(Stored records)
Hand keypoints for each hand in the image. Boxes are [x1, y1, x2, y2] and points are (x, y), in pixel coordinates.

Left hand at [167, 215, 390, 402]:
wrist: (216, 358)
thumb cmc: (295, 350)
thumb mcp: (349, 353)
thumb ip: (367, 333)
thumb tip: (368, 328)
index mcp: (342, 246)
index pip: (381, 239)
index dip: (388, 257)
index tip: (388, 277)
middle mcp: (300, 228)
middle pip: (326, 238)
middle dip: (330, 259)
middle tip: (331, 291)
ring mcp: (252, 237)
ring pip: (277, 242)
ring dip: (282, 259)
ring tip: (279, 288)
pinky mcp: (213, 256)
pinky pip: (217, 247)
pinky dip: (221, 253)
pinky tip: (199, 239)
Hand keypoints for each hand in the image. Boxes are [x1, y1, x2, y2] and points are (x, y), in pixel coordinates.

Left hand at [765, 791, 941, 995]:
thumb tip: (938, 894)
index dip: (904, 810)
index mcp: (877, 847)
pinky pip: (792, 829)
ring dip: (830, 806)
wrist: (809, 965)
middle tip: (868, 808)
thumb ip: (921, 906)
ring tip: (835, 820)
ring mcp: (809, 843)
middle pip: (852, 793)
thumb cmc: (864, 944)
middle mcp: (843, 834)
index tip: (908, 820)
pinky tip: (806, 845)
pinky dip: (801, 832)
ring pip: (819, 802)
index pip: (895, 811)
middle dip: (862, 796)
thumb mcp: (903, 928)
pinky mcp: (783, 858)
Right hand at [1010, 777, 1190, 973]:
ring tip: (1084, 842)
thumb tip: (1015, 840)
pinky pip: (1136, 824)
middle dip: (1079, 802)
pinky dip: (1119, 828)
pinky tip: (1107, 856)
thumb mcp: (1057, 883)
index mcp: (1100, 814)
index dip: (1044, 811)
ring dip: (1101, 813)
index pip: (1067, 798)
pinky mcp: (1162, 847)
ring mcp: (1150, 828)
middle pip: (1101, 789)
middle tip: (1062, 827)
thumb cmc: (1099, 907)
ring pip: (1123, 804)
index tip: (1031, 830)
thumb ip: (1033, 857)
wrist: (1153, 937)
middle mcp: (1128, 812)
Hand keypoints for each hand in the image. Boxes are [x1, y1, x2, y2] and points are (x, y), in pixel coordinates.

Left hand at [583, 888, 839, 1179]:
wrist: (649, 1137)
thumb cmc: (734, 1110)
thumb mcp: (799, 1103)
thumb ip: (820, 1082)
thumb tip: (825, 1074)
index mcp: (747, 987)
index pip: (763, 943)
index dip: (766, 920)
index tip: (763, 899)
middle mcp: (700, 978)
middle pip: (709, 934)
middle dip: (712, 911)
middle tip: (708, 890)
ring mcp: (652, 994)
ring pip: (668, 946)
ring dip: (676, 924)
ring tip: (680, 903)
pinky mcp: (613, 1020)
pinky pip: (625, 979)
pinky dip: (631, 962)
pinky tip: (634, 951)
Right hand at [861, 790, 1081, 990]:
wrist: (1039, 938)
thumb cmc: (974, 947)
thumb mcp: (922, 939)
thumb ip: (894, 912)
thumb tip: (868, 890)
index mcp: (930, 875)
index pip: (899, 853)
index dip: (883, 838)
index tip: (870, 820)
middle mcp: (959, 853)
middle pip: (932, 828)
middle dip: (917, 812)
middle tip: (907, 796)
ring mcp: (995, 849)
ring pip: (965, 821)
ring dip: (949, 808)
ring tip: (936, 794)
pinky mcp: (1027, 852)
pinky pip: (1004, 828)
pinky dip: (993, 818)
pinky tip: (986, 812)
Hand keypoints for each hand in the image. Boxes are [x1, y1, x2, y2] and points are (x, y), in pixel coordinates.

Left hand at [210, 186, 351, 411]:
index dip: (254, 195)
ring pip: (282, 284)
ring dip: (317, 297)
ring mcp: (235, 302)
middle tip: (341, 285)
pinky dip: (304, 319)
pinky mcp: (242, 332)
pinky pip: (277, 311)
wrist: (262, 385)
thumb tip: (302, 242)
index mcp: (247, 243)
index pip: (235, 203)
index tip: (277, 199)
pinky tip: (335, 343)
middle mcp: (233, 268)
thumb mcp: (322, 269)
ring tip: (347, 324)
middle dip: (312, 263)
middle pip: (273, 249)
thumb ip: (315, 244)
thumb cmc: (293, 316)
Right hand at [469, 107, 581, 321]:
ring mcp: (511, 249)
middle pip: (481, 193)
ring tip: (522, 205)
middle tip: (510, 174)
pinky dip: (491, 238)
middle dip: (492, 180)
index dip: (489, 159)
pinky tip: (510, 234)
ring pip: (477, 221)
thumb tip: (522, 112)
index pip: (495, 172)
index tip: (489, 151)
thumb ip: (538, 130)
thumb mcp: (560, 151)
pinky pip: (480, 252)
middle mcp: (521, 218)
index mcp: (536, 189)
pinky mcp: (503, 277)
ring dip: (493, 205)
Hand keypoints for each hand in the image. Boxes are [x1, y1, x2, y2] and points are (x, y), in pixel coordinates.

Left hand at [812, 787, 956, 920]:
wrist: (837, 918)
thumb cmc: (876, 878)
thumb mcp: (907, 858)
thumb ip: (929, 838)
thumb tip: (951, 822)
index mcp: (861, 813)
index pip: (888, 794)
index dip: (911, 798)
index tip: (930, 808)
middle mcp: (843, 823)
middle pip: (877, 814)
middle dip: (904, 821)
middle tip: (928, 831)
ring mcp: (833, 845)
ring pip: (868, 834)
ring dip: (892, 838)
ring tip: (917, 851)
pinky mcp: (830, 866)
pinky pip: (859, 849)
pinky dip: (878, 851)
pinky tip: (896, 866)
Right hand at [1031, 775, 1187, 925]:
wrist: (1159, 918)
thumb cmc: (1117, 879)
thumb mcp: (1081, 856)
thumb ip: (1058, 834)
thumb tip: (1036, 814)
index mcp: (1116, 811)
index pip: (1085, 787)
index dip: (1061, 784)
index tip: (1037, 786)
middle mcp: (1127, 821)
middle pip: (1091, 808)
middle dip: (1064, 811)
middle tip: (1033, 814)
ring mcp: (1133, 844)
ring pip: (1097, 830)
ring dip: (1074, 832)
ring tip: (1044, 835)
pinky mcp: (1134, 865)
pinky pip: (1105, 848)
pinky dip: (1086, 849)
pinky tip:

## What this task involves
Check each line above for the word "wrist" and copy every line that has it.

## Written reply
wrist: (216, 358)
wrist: (809, 965)
wrist: (1153, 937)
wrist: (649, 1137)
wrist: (1039, 938)
wrist: (262, 385)
wrist: (837, 918)
wrist: (1159, 918)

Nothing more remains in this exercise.